A ces nouvelles toute l'Allemagne s'agitait, entrait en rumeur. L'électeur de Saxe qui avait des prétentions à la succession de Maximilien, faisait cause commune avec la Prusse, envoyait ses troupes rejoindre celles de Frédéric; le duc des Deux-Ponts, autre héritier de l'Électeur, soutenu par le roi de Prusse, protestait énergiquement contre l'attitude prise, et cependant les Bavarois que, dans l'espèce, on n'avait guère pris soin de consulter, se refusaient, dans leur haine contre l'Autriche à cet arbitraire changement de domination72. Et cette effervescence des Bavarois qu'alimentera la Prusse durera assez longtemps pour qu'à son retour de France le marquis de Bombelles la retrouve très vivace et la signale de nouveau dans une dépêche au baron de Breteuil, ambassadeur à Vienne: «Le dernier paysan bavarois a de l'aversion pour l'Autrichien et de la bonne volonté pour le Français.» Rappelons-nous ces rapports peu favorables à l'injuste ingérence de l'Empereur dans les affaires de l'Allemagne, et nous aurons la clef des réticences et des mauvaises dispositions de Marie-Antoinette à l'égard de Bombelles quand il s'agira pour lui d'un changement de poste.

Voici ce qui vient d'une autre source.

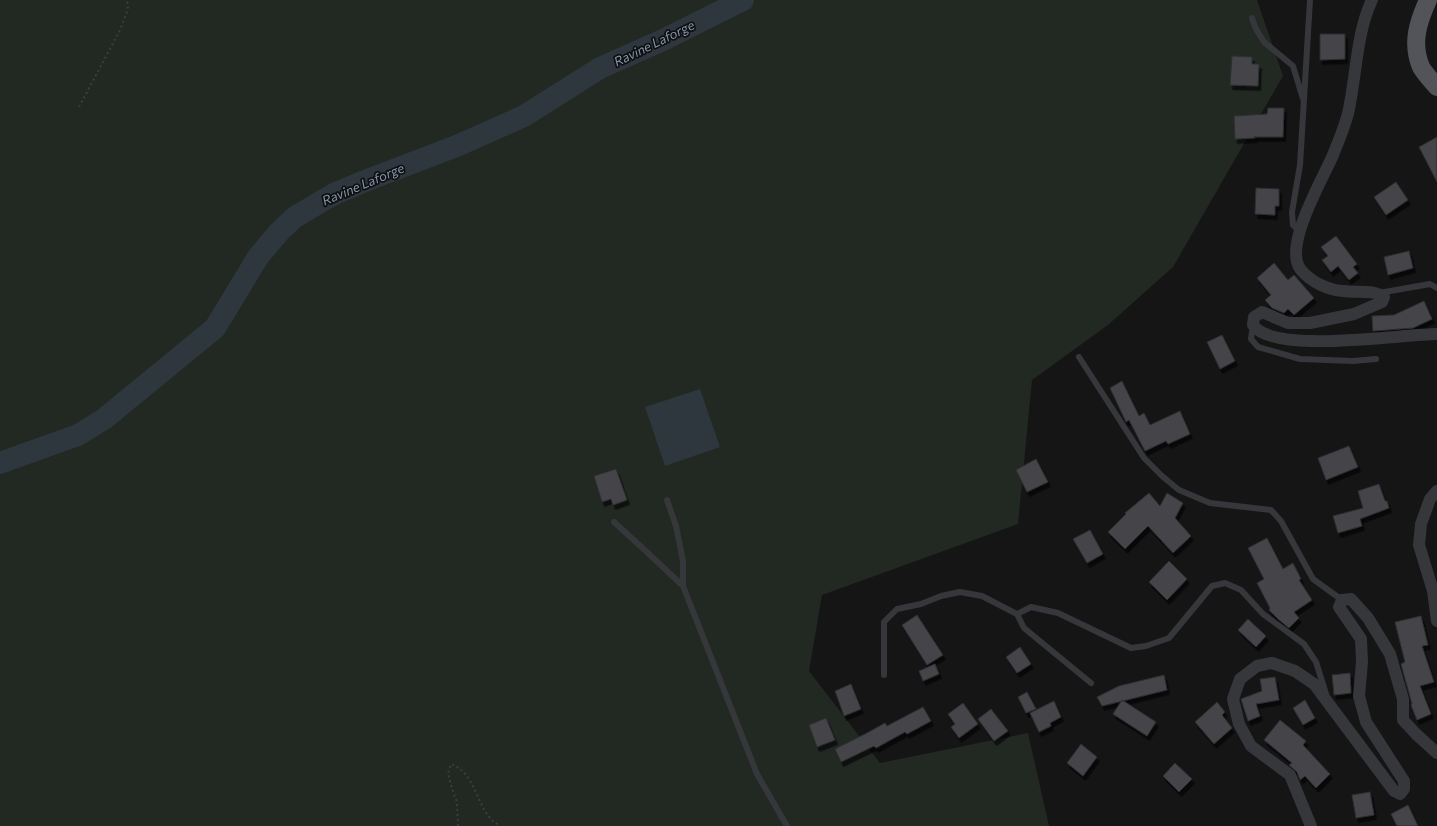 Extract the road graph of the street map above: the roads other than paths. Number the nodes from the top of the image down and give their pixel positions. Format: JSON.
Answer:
{"nodes":[{"id":1,"x":1310,"y":0,"type":"edge"},
{"id":2,"x":1372,"y":0,"type":"edge"},
{"id":3,"x":1428,"y":0,"type":"edge"},
{"id":4,"x":1252,"y":18,"type":"dead end"},
{"id":5,"x":1437,"y":87,"type":"edge"},
{"id":6,"x":1304,"y":104,"type":"junction"},
{"id":7,"x":1299,"y":231,"type":"junction"},
{"id":8,"x":1437,"y":288,"type":"edge"},
{"id":9,"x":1379,"y":293,"type":"junction"},
{"id":10,"x":1253,"y":325,"type":"junction"},
{"id":11,"x":1437,"y":334,"type":"edge"},
{"id":12,"x":1079,"y":358,"type":"dead end"},
{"id":13,"x":1376,"y":359,"type":"dead end"},
{"id":14,"x":1437,"y":491,"type":"edge"},
{"id":15,"x":667,"y":500,"type":"dead end"},
{"id":16,"x":614,"y":522,"type":"dead end"},
{"id":17,"x":683,"y":586,"type":"junction"},
{"id":18,"x":1342,"y":600,"type":"junction"},
{"id":19,"x":1017,"y":614,"type":"junction"},
{"id":20,"x":1437,"y":621,"type":"edge"},
{"id":21,"x":884,"y":675,"type":"dead end"},
{"id":22,"x":1091,"y":683,"type":"dead end"},
{"id":23,"x":1330,"y":707,"type":"junction"},
{"id":24,"x":1437,"y":753,"type":"edge"},
{"id":25,"x":786,"y":826,"type":"edge"},
{"id":26,"x":1311,"y":826,"type":"edge"}],
"edges":[{"from":1,"to":6,"type":"lane"},
{"from":2,"to":7,"type":"street"},
{"from":3,"to":5,"type":"main road"},
{"from":4,"to":6,"type":"lane"},
{"from":6,"to":7,"type":"lane"},
{"from":7,"to":9,"type":"street"},
{"from":8,"to":9,"type":"lane"},
{"from":9,"to":10,"type":"street"},
{"from":10,"to":11,"type":"street"},
{"from":10,"to":13,"type":"lane"},
{"from":12,"to":18,"type":"lane"},
{"from":14,"to":20,"type":"street"},
{"from":15,"to":17,"type":"lane"},
{"from":16,"to":17,"type":"lane"},
{"from":17,"to":25,"type":"lane"},
{"from":18,"to":23,"type":"street"},
{"from":18,"to":24,"type":"street"},
{"from":19,"to":21,"type":"lane"},
{"from":19,"to":22,"type":"lane"},
{"from":19,"to":23,"type":"lane"},
{"from":23,"to":26,"type":"street"}]}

«Cela ne plaira pas trop là où vous êtes», avait écrit Joseph II à Mercy, dès le début de l'affaire. Il ajoutait d'ailleurs: Mais je ne vois pas ce qu'on pourra trouver à y redire, et les circonstances avec les Anglais y paraissent très favorables. L'Empereur ne pouvait se dissimuler dans quel état d'agitation ces nouvelles précipitées allaient jeter la cour de France, il n'était pas sans prévoir ce que serait l'attitude du baron de Goltz, attisant le feu, réveillant et remuant parmi les ennemis de Choiseul et de l'alliance autrichienne les vieilles préventions contre l'avidité impériale73.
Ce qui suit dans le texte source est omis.